Environment Variables
| Variable | Default | Description |
|---|---|---|
LOG_LEVEL |
info |
Logging verbosity (debug, info, warning, error) |
VOICEBOX_MODELS_DIR |
(HuggingFace cache) | Custom path for model storage |
VOICEBOX_CORS_ORIGINS |
(local origins) | Additional CORS origins, comma-separated |
Resource Limits
The default compose file limits the container to 4 CPUs and 8GB RAM. Adjust these based on your hardware:
deploy:
resources:
limits:
cpus: '8'
memory: 16G
Volumes
| Volume | Container Path | Purpose |
|---|---|---|
./output |
/app/data/generations |
Generated audio files (bind-mount, easy access from host) |
voicebox-data |
/app/data |
Profiles, database, cache |
huggingface-cache |
/home/voicebox/.cache/huggingface |
Downloaded models (persists across rebuilds) |
The huggingface-cache volume is important -- without it, models would be re-downloaded every time the container is rebuilt.
GPU Acceleration
NVIDIA GPU (CUDA)
To use your NVIDIA GPU inside the container, install the NVIDIA Container Toolkit and add GPU access to your compose file:
services:
voicebox:
build: .
# ... existing config ...
deploy:
resources:
reservations:
devices:
- driver: nvidia
count: 1
capabilities: [gpu]
AMD GPU (ROCm)
For AMD GPUs, use the ROCm runtime:
services:
voicebox:
build: .
# ... existing config ...
devices:
- /dev/kfd
- /dev/dri
group_add:
- video
CPU Only
The default configuration runs on CPU. This works fine but generation will be slower. LuxTTS is the fastest engine on CPU (150x realtime).
Security
The Docker image follows security best practices:
- Non-root user -- the server runs as
voicebox, notroot - Localhost binding -- only accessible from the host machine by default
- Health checks -- automatic restart if the server hangs (
/healthendpoint polled every 30s) - CORS restricted -- only local origins allowed by default
Running Behind a Reverse Proxy
For production deployments, put Voicebox behind nginx or Caddy with TLS and authentication:
server {
listen 443 ssl;
server_name voicebox.example.com;
ssl_certificate /etc/ssl/certs/voicebox.pem;
ssl_certificate_key /etc/ssl/private/voicebox.key;
auth_basic "Voicebox";
auth_basic_user_file /etc/nginx/.htpasswd;
location / {
proxy_pass http://127.0.0.1:17493;
proxy_set_header Host $host;
proxy_set_header X-Real-IP $remote_addr;
}
}
Troubleshooting
Container starts but UI shows JSON
If you see {"message": "voicebox API", ...} instead of the web UI, the frontend build may have failed during the Docker build. Check the build logs:
docker compose build --no-cache
Look for errors in the "Build frontend" stage.
Models downloading on every restart
Make sure the huggingface-cache volume is configured. Without it, the model cache is lost when the container stops:
volumes:
- huggingface-cache:/home/voicebox/.cache/huggingface
Out of memory
TTS models are large. If the container is killed by the OOM killer, increase the memory limit:
deploy:
resources:
limits:
memory: 16G
Port already in use
# Check what's using port 17493
lsof -i :17493
# Or use a different port
ports:
- "127.0.0.1:8080:17493"
Prebuilt Images (Coming Soon)
We plan to publish prebuilt Docker images to GitHub Container Registry so you won't need to build locally:
# Not available yet — coming in a future release
docker run -p 17493:17493 ghcr.io/jamiepine/voicebox:latest
The CPU image will be 3-4 GB (Python + PyTorch + TTS packages).
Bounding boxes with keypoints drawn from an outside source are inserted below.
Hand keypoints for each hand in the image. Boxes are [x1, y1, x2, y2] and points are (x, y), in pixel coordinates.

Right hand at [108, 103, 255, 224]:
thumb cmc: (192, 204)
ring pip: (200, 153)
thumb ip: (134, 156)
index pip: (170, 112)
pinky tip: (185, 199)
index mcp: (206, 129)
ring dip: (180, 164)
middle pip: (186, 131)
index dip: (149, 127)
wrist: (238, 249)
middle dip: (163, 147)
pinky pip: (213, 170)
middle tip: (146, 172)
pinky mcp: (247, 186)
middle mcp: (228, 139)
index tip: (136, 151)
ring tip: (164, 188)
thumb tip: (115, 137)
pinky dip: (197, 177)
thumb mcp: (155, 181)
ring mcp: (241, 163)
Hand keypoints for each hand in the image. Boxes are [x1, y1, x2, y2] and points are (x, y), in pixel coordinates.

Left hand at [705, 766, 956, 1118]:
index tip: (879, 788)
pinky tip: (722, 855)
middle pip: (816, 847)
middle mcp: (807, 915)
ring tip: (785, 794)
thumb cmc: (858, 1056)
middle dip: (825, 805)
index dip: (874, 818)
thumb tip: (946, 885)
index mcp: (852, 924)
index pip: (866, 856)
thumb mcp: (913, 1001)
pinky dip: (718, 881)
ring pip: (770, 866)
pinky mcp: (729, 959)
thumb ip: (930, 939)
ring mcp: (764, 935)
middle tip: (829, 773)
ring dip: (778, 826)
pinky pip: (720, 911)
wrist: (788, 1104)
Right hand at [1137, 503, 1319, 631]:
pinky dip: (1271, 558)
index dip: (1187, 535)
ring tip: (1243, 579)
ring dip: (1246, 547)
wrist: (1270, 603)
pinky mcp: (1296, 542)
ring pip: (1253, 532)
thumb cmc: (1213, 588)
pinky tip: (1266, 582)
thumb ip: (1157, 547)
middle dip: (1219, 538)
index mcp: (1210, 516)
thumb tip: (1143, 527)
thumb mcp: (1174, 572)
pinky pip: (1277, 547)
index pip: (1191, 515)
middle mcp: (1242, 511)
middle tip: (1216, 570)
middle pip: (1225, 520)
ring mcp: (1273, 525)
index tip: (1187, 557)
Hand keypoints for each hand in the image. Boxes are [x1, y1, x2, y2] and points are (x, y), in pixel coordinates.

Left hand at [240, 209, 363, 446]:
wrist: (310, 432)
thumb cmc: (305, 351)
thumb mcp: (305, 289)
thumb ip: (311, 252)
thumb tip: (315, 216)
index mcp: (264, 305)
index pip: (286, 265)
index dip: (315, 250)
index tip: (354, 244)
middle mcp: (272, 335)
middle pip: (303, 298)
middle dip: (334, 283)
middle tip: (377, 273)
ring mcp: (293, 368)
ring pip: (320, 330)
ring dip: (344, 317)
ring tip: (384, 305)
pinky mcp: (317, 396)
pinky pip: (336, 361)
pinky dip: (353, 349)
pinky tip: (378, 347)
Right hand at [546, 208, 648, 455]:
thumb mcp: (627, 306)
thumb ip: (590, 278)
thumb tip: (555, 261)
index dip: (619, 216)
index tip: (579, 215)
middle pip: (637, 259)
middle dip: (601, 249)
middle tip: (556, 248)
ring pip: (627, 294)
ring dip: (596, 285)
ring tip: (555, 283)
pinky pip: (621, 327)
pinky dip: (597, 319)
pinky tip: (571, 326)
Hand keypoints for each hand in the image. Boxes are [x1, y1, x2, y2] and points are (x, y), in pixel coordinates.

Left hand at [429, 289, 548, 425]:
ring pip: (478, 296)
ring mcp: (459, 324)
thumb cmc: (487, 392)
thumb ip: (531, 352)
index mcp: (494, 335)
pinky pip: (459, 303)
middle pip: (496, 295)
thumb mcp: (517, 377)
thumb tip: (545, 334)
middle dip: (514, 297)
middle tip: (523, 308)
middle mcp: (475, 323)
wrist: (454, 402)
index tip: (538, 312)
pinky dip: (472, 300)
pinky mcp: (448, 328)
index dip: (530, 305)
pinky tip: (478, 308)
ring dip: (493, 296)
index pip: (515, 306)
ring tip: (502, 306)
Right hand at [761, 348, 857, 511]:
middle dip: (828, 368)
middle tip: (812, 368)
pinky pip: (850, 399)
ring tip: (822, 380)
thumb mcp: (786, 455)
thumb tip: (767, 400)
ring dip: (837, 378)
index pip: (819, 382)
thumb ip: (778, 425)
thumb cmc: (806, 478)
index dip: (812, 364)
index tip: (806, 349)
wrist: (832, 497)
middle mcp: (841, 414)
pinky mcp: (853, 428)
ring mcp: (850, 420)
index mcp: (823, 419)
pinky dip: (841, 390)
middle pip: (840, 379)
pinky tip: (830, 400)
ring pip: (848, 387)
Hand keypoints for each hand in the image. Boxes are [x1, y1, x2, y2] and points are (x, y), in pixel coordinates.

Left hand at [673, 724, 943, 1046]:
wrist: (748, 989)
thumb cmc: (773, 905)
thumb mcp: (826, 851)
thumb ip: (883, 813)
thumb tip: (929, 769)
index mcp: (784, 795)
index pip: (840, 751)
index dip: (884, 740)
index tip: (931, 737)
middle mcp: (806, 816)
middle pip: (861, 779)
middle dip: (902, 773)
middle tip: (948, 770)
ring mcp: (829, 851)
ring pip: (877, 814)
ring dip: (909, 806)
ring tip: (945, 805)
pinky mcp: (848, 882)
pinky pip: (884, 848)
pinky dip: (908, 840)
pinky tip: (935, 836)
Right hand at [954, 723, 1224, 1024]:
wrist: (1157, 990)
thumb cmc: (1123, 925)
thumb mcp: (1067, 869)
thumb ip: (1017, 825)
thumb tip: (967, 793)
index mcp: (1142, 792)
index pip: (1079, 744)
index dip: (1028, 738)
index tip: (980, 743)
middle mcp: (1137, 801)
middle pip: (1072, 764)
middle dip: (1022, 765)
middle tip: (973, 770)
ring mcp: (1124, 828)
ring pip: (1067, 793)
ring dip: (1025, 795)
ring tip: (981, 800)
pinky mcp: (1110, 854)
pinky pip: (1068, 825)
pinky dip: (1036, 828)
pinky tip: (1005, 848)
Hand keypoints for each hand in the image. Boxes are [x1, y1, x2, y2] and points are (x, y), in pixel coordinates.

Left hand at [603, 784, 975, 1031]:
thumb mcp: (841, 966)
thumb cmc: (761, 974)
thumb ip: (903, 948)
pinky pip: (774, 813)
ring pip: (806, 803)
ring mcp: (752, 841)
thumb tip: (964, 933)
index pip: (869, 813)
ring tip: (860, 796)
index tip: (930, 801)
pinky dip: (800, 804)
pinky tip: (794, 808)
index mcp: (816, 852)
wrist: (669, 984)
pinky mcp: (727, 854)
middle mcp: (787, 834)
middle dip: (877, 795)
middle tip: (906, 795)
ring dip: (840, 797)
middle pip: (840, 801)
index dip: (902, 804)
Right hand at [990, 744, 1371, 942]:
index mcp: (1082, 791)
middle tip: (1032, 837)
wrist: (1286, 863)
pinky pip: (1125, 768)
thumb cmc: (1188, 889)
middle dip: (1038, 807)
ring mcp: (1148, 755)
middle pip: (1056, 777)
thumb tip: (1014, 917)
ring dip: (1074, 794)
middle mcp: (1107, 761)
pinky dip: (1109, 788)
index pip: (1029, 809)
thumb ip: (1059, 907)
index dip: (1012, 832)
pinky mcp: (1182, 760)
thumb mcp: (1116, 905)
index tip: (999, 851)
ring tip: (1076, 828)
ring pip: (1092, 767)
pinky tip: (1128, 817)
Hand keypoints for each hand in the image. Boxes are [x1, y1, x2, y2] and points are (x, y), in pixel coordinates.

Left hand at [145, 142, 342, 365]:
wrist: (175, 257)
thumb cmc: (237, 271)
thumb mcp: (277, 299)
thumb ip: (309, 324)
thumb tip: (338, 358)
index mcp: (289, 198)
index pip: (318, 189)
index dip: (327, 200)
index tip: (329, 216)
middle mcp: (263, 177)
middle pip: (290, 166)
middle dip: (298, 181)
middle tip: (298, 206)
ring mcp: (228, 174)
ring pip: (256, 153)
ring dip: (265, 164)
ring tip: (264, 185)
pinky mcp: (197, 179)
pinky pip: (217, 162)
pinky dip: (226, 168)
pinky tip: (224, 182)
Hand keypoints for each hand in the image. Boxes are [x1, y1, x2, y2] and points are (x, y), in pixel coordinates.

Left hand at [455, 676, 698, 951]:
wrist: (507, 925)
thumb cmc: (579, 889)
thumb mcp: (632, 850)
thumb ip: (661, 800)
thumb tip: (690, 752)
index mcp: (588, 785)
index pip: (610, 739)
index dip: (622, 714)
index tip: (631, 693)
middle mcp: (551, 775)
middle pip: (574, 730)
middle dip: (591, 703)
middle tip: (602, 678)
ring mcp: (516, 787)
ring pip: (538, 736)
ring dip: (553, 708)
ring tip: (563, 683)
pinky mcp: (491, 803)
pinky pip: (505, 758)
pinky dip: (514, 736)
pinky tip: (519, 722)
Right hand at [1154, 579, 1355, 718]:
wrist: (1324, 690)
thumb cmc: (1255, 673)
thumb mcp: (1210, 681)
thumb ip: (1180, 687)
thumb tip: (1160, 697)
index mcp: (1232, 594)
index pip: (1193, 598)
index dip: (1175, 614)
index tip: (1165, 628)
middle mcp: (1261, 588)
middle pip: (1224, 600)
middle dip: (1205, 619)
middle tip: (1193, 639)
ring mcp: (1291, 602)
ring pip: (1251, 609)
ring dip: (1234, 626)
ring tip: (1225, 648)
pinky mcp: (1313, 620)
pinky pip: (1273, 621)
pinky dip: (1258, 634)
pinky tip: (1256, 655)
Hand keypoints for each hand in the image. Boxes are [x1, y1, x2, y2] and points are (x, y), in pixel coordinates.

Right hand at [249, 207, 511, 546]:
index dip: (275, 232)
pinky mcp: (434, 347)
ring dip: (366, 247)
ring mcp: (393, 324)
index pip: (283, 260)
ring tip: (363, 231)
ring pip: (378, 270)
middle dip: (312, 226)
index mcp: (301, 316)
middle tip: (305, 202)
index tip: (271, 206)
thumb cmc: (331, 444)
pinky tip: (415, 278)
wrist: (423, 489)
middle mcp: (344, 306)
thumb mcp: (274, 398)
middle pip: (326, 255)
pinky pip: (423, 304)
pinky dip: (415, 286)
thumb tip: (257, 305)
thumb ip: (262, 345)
A separate CUDA tag (6-8 GB) will be available for NVIDIA GPU users. This is normal for ML containers.
For now, use docker compose up to build from source as described above.
Connecting the Desktop App
You can also use the desktop app as a frontend for a Docker-hosted backend. In the desktop app, go to Settings -> Server, enable Remote Mode, and enter http://<server-ip>:17493.
See the Remote Mode guide for details.